- [EXERCISE REQUIREMENTS]:
Provide the number of lines in the material containing the word "Susquehanna", with nothing added.

***

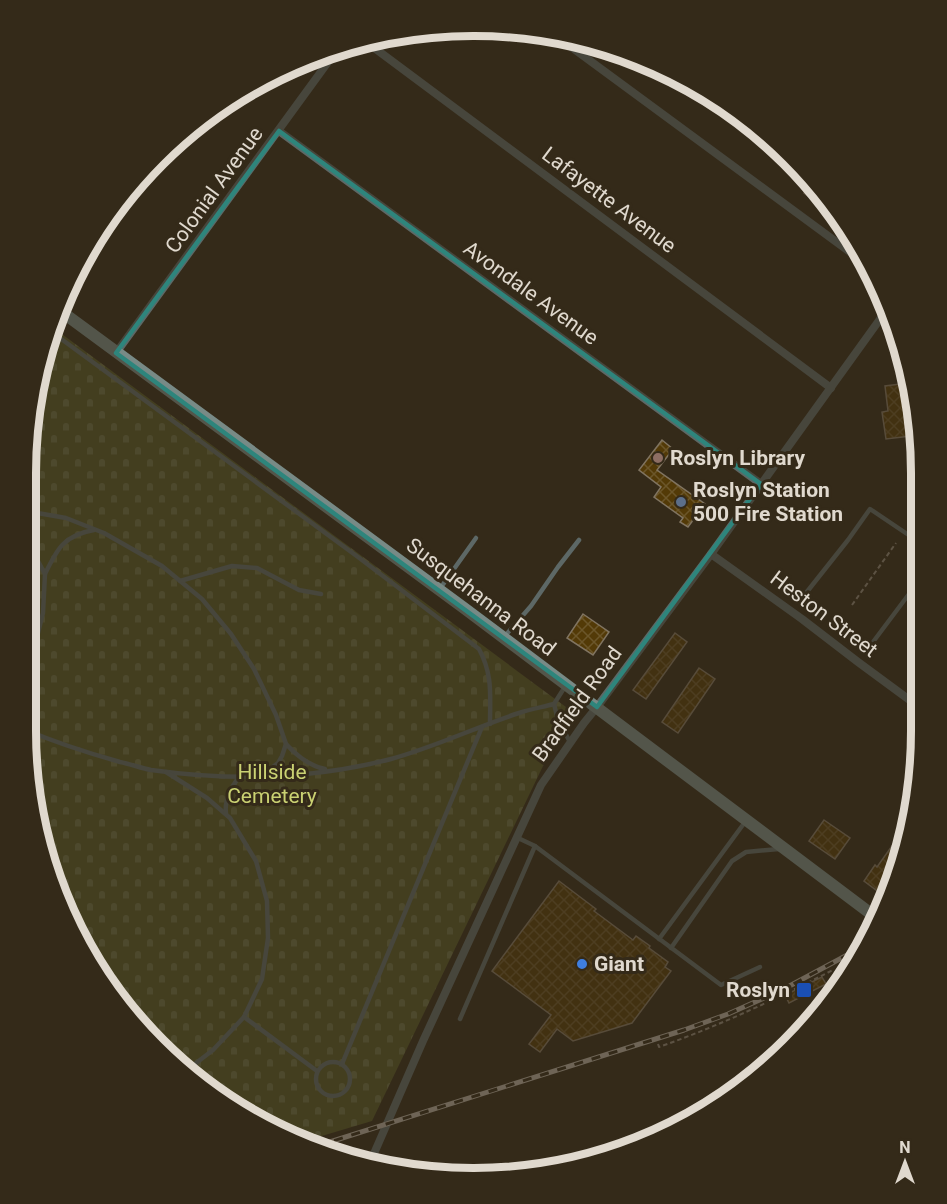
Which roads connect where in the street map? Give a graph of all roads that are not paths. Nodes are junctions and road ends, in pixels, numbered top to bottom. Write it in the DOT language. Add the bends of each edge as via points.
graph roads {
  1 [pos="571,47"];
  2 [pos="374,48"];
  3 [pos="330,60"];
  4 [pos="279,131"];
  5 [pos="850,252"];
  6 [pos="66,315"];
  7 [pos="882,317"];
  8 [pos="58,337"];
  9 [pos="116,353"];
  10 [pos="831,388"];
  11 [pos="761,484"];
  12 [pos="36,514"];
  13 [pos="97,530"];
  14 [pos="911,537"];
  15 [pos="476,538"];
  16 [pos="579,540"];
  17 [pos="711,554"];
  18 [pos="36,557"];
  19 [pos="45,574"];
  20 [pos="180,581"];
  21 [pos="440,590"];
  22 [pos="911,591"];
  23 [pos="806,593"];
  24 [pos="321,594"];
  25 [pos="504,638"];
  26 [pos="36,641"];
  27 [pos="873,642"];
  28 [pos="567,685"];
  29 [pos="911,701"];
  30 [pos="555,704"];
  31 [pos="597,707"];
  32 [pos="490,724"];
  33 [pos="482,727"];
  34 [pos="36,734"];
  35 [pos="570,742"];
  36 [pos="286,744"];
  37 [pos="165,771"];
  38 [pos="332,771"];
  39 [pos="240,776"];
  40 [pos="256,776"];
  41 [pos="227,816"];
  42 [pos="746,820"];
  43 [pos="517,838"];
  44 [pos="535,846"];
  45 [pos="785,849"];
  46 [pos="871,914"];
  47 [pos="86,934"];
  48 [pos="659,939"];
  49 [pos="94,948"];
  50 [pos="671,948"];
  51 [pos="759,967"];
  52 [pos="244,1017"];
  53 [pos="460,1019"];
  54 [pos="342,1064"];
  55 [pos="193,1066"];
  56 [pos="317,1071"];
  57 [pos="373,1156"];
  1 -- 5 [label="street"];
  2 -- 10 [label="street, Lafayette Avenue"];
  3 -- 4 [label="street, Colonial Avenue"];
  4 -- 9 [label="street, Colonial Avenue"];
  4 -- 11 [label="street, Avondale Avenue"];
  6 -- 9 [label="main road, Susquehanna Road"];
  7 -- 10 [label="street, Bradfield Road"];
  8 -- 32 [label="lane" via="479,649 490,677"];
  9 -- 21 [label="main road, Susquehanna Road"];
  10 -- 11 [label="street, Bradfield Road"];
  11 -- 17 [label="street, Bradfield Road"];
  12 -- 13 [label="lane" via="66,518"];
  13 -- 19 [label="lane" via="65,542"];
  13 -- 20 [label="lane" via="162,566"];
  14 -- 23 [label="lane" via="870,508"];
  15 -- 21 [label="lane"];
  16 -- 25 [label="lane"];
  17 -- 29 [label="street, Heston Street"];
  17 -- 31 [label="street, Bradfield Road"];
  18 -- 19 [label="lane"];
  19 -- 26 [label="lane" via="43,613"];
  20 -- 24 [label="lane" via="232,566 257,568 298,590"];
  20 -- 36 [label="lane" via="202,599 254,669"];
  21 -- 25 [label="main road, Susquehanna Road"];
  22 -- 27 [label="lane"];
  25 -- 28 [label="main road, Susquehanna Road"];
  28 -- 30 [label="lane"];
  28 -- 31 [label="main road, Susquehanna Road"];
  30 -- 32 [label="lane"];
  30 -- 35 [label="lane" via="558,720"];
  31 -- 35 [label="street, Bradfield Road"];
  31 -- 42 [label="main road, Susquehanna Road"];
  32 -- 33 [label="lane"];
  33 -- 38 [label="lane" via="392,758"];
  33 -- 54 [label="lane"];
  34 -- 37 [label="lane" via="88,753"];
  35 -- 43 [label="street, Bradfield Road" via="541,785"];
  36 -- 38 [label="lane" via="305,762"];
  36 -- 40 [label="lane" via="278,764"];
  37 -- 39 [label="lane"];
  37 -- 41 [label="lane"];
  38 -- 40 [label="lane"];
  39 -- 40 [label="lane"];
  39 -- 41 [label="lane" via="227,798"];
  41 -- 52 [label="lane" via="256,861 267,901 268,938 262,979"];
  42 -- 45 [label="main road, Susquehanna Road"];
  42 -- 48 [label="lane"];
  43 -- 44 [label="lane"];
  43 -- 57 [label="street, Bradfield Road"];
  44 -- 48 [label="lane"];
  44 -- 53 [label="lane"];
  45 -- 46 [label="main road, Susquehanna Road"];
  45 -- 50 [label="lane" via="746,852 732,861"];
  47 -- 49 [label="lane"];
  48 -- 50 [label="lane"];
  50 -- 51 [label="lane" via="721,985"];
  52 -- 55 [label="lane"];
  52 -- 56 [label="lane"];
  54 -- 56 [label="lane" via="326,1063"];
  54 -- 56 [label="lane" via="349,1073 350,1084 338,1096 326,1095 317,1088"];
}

***

- [ANSWER FOR THE TASK]:
8